» Problem requirements
List every line below containing "State".

» Collected data entries

• • • •

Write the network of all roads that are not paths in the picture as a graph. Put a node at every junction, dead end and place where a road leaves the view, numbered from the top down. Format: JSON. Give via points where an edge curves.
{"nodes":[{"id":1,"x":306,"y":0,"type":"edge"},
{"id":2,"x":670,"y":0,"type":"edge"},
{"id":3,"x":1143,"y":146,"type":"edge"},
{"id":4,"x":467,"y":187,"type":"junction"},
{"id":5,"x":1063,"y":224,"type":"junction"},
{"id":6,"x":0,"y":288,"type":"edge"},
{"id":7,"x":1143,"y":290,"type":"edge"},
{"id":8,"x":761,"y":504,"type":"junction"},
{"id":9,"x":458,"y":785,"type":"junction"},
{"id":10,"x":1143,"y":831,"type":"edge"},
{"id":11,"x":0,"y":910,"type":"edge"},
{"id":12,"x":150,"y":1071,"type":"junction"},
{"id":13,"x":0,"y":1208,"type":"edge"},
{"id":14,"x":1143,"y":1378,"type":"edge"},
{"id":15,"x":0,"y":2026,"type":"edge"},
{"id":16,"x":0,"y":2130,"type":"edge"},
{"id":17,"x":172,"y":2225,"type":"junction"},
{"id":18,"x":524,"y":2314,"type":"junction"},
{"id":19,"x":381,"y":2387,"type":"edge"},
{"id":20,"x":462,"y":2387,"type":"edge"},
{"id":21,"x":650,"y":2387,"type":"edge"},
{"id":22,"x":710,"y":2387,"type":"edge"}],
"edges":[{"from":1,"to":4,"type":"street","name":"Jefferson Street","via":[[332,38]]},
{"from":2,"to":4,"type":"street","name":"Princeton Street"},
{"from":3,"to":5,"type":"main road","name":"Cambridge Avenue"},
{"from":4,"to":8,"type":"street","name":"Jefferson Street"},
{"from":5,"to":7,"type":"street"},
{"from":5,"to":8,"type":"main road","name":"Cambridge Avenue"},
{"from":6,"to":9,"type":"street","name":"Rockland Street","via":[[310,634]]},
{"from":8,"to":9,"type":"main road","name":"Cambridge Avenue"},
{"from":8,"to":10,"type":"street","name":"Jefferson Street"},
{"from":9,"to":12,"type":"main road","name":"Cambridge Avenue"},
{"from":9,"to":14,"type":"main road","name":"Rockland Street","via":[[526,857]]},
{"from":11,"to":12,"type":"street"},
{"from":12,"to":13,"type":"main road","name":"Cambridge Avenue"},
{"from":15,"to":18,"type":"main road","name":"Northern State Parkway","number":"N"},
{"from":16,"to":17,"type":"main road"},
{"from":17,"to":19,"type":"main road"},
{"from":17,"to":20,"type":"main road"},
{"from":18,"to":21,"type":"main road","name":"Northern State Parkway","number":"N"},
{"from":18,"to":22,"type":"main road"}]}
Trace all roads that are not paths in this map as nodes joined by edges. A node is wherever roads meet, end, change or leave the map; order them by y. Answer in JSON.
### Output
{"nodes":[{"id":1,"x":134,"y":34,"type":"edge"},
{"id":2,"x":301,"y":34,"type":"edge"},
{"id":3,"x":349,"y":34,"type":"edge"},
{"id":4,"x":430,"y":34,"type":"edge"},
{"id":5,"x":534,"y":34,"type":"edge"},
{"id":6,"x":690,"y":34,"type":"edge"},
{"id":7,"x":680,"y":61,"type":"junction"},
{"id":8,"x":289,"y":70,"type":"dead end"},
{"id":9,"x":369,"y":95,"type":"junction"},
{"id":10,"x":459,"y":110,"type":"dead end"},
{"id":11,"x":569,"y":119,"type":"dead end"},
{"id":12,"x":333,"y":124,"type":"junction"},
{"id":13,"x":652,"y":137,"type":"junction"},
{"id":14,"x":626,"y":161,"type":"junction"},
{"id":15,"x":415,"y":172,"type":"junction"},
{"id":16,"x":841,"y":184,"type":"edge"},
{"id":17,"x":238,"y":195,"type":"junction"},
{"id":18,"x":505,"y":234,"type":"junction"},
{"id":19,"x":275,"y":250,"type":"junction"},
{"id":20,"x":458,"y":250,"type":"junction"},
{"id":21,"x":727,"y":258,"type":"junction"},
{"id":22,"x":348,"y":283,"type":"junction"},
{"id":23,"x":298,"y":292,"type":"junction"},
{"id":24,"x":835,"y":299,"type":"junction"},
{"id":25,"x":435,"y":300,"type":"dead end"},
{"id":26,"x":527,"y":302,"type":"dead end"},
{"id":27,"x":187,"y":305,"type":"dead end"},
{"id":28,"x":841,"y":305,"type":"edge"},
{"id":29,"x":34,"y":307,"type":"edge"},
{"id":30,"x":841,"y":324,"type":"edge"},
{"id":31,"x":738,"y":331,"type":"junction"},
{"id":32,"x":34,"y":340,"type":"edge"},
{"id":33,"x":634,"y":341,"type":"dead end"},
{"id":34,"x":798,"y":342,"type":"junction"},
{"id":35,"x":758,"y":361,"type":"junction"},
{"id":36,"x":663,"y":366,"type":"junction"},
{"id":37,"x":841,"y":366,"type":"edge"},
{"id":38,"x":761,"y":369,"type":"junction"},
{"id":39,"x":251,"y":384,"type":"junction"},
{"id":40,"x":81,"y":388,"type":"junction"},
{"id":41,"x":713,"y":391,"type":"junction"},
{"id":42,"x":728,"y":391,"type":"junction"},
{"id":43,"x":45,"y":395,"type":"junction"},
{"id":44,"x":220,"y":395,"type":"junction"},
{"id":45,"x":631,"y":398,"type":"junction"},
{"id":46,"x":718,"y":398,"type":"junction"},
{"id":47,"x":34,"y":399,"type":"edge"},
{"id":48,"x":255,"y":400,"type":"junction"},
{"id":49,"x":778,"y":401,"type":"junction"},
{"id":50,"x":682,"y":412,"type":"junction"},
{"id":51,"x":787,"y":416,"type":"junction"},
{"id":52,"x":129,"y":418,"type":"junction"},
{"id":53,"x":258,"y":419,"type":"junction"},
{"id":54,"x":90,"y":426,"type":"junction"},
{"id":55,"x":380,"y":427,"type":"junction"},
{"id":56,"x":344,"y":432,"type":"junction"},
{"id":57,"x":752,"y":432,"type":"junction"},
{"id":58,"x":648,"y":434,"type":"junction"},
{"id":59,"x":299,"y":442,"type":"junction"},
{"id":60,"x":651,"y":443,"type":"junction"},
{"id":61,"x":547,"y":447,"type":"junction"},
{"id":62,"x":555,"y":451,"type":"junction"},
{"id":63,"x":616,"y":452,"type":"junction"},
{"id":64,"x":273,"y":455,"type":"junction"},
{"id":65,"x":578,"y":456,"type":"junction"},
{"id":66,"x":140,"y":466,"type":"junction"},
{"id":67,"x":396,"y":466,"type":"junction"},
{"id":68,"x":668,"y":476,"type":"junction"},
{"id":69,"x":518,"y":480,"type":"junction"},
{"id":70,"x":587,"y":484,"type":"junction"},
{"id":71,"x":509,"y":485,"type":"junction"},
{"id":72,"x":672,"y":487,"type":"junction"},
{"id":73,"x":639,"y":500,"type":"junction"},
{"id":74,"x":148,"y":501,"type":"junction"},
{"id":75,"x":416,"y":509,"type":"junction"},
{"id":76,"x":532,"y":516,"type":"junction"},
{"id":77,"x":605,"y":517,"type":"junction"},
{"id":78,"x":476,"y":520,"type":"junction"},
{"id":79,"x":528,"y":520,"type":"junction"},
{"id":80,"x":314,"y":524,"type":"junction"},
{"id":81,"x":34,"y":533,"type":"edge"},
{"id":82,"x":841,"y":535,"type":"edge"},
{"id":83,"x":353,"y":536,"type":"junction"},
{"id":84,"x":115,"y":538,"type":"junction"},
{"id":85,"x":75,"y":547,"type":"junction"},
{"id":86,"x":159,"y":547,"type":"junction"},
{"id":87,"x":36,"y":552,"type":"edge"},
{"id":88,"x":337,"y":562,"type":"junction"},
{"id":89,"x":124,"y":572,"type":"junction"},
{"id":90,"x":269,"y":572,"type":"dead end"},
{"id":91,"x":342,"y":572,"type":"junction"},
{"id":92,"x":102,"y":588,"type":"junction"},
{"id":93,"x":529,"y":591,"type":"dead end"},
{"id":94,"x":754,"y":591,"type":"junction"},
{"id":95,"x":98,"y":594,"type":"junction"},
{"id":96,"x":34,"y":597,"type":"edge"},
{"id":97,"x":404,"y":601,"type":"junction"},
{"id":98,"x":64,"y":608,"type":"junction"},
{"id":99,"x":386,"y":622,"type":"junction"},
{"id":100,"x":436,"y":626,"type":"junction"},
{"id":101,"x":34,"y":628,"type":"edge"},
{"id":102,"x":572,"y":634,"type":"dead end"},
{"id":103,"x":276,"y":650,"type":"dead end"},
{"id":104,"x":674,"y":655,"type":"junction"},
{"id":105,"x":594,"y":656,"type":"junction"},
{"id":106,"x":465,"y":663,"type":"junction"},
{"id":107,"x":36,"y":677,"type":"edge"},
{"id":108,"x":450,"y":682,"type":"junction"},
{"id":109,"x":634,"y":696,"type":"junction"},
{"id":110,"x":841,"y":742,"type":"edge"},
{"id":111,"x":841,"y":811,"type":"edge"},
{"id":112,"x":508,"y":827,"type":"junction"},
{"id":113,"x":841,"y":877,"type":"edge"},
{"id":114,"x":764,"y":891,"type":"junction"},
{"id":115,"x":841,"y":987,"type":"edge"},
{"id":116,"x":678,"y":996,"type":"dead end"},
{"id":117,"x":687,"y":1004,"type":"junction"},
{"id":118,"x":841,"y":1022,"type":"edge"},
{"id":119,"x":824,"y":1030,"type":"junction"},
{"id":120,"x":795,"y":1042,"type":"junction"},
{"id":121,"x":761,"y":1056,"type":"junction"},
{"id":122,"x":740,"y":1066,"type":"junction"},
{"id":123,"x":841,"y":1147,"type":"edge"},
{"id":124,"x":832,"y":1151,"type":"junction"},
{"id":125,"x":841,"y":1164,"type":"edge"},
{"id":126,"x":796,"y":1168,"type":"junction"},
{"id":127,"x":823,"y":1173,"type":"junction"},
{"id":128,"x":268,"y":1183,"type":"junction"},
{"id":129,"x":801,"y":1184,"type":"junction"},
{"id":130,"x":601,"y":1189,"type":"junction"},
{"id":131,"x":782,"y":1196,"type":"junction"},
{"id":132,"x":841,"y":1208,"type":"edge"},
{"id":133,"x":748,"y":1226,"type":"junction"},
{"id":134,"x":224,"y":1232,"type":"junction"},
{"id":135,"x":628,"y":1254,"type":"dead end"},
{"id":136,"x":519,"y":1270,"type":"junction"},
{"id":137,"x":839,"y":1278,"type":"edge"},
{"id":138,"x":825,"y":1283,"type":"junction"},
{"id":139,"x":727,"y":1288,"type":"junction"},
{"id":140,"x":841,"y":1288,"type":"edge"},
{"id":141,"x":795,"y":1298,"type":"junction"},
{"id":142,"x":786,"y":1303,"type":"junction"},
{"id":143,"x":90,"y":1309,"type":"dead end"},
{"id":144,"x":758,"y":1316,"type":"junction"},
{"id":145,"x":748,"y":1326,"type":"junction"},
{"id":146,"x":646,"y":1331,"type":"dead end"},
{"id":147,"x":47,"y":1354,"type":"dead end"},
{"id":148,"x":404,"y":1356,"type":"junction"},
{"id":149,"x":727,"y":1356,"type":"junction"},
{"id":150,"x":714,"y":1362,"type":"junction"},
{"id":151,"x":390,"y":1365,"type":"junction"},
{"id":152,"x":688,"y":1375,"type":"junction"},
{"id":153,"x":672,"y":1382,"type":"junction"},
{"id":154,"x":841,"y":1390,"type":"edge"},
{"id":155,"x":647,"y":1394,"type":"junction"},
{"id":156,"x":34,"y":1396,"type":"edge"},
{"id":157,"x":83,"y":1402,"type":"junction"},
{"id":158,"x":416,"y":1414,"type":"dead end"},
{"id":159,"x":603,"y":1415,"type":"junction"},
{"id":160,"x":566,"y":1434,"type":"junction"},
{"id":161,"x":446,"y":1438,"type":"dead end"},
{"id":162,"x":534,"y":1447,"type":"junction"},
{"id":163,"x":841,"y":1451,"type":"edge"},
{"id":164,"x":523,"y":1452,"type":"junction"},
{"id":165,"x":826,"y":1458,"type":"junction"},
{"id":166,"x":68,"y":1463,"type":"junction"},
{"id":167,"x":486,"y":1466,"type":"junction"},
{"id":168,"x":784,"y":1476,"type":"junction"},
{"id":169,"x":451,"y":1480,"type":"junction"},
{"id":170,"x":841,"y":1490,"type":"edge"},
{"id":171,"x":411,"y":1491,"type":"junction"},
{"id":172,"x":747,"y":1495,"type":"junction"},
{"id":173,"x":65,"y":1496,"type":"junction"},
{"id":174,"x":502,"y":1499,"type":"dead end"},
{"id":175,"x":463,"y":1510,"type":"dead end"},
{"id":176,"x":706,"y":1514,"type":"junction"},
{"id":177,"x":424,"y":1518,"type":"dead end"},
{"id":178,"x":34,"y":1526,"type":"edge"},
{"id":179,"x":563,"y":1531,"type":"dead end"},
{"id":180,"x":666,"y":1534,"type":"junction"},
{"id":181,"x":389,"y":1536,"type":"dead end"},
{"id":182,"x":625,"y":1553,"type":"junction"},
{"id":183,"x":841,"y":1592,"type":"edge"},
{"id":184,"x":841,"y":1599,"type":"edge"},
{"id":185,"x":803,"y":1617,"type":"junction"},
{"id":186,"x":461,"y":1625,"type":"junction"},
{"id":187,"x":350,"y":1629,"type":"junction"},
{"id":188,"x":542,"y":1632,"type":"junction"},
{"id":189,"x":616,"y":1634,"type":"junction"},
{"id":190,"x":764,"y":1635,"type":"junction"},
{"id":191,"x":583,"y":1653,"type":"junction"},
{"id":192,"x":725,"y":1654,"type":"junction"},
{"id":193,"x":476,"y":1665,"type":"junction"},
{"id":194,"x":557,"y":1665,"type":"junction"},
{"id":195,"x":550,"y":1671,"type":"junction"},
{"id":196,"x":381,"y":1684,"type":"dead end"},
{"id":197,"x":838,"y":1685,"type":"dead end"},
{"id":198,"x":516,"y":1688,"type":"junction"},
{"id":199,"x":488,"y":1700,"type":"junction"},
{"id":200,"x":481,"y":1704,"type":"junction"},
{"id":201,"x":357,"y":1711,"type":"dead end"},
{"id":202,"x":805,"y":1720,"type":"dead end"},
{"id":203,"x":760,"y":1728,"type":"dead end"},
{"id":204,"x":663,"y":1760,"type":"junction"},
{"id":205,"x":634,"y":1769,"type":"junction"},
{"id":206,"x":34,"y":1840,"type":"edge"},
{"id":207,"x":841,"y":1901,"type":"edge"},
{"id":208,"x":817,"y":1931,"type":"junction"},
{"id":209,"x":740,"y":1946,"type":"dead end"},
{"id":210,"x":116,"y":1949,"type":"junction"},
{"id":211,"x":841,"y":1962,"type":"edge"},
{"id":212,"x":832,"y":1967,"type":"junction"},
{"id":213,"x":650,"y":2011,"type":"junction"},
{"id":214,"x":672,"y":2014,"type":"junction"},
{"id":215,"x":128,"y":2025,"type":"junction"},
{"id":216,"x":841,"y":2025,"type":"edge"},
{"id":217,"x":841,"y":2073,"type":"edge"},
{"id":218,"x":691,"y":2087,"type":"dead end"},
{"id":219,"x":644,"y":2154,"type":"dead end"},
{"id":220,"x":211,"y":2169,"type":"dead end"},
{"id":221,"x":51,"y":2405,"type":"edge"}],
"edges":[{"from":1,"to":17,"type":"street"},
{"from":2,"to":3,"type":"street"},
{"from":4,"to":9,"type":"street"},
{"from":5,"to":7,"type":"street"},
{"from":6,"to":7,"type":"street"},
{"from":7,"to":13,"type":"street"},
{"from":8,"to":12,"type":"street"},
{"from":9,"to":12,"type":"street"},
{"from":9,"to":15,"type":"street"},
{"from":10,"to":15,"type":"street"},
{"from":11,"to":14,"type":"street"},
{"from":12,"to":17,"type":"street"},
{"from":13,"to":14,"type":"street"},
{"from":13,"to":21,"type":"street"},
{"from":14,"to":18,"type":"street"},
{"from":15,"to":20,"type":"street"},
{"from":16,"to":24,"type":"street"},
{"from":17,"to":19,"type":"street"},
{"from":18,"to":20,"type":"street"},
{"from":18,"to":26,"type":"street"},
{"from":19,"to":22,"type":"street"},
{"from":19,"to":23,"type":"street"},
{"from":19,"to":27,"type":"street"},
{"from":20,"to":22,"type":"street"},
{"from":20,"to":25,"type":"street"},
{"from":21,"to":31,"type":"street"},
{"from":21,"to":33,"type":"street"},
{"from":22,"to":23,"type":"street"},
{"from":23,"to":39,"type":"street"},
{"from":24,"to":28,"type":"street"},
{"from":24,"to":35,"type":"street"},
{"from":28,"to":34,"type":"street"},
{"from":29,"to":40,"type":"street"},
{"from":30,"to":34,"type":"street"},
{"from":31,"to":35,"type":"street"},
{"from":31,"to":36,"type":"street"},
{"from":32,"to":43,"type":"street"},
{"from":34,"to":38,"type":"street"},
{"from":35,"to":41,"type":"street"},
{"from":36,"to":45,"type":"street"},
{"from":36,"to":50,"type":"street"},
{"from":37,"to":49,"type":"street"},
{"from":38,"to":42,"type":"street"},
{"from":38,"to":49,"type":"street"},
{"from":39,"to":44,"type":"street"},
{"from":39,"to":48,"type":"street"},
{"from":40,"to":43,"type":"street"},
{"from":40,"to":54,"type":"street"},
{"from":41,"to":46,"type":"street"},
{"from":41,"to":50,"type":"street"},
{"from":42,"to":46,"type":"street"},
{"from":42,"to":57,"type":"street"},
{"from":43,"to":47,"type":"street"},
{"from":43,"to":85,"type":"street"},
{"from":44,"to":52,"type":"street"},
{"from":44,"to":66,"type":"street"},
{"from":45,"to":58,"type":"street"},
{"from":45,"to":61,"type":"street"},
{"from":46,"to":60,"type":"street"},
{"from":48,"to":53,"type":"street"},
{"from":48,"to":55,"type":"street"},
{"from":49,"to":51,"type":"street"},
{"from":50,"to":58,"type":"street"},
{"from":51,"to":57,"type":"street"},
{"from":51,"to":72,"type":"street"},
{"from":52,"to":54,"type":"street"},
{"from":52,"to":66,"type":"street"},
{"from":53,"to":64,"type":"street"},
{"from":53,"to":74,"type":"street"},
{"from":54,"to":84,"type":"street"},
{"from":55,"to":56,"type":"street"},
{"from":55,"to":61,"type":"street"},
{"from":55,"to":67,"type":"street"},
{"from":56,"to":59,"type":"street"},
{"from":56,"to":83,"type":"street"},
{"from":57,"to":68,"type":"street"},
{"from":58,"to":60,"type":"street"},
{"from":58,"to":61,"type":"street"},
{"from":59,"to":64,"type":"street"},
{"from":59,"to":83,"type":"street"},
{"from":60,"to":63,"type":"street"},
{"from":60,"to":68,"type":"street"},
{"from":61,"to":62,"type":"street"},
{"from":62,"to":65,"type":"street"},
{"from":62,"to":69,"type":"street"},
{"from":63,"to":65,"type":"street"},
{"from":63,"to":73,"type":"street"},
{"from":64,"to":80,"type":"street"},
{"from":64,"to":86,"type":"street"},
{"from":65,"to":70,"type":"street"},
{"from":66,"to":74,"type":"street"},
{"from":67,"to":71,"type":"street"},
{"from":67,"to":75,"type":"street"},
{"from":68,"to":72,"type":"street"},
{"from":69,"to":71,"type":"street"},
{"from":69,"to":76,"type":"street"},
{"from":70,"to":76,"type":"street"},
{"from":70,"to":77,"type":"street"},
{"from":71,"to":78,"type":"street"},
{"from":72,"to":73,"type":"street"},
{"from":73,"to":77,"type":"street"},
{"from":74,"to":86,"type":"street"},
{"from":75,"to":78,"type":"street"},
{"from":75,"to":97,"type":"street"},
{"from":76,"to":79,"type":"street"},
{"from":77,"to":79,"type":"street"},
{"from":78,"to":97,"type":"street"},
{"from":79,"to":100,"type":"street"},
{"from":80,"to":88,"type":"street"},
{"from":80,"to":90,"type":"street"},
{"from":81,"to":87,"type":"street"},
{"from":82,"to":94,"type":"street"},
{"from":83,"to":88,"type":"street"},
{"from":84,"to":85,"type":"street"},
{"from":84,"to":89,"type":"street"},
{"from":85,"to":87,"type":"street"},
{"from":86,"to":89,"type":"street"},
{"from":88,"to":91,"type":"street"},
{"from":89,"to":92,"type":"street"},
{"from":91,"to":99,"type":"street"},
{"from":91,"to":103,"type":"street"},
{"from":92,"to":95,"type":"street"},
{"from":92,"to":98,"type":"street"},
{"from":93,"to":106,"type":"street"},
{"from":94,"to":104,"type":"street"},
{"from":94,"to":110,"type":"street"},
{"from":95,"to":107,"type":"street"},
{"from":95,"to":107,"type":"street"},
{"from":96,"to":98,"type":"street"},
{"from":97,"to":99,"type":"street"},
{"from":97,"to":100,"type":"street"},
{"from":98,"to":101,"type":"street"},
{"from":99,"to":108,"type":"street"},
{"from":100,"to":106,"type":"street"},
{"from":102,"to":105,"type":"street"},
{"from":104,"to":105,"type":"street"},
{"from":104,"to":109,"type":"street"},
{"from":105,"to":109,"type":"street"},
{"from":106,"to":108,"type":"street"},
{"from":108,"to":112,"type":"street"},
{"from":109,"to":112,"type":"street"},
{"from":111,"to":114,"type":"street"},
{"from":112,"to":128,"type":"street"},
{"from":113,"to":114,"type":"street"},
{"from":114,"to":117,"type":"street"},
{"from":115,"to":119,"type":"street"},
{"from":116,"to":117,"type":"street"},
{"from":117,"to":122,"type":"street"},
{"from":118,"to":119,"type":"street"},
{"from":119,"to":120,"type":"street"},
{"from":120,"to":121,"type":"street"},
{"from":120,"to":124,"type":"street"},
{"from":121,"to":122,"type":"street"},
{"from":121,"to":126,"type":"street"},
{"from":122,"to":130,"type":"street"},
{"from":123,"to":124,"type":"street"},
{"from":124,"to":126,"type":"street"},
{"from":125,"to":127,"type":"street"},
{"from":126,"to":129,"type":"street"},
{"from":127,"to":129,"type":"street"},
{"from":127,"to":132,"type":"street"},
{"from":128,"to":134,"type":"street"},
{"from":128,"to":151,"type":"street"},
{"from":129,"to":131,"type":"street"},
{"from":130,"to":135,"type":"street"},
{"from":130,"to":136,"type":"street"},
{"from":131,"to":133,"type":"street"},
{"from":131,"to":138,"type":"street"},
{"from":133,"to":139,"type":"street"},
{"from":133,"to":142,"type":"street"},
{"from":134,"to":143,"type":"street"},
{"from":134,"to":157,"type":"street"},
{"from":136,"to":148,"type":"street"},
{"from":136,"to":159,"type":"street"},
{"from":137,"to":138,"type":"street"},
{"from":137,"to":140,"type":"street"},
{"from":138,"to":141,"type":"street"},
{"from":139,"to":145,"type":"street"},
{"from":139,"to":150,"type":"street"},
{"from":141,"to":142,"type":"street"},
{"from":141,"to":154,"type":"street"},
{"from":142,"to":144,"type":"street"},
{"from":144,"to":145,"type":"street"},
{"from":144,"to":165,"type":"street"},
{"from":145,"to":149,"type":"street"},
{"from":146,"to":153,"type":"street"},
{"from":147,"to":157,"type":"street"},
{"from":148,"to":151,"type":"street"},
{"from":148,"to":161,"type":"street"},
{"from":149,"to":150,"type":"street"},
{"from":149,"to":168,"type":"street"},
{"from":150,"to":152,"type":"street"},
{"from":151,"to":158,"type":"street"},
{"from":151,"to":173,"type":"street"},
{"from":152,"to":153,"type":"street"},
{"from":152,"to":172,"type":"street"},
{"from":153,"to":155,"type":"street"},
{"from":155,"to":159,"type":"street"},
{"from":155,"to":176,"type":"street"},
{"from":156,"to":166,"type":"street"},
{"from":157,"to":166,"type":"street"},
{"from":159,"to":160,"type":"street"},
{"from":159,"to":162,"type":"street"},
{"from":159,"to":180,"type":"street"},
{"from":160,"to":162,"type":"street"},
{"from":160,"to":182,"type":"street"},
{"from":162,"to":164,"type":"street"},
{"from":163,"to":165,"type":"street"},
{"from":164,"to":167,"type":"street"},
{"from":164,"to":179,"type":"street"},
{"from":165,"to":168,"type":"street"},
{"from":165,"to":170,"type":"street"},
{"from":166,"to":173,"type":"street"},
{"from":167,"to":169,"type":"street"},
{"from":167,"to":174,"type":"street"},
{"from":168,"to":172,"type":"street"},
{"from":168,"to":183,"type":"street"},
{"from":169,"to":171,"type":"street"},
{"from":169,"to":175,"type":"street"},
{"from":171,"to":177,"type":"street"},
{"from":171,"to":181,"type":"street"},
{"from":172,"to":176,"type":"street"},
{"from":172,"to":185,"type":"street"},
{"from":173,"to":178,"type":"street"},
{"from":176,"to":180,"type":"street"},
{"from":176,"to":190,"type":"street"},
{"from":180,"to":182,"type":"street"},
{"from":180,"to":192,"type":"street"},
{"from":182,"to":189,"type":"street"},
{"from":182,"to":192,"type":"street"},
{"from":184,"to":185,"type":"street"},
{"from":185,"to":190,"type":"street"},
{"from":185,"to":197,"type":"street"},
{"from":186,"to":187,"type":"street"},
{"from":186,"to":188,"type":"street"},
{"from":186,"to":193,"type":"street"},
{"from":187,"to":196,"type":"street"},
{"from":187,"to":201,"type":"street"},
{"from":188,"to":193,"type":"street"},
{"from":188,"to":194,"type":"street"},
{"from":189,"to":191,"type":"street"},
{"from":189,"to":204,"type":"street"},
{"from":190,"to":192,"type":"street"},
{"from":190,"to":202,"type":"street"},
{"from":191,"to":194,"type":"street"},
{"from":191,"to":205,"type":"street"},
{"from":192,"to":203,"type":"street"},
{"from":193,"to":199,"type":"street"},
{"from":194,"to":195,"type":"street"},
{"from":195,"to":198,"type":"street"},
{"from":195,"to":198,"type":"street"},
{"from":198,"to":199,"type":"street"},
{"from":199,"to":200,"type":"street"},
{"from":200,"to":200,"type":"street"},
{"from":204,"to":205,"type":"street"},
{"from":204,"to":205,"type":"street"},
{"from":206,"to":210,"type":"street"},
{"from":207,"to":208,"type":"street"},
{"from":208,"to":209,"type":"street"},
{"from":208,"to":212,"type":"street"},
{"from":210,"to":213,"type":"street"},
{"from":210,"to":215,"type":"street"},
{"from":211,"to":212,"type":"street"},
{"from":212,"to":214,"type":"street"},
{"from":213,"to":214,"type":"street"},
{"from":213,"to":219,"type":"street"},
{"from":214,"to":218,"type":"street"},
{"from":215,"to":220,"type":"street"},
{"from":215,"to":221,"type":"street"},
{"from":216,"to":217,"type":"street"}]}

• • • •

» Result of the exercise
{"from":15,"to":18,"type":"main road","name":"Northern State Parkway","number":"N"},
{"from":18,"to":21,"type":"main road","name":"Northern State Parkway","number":"N"},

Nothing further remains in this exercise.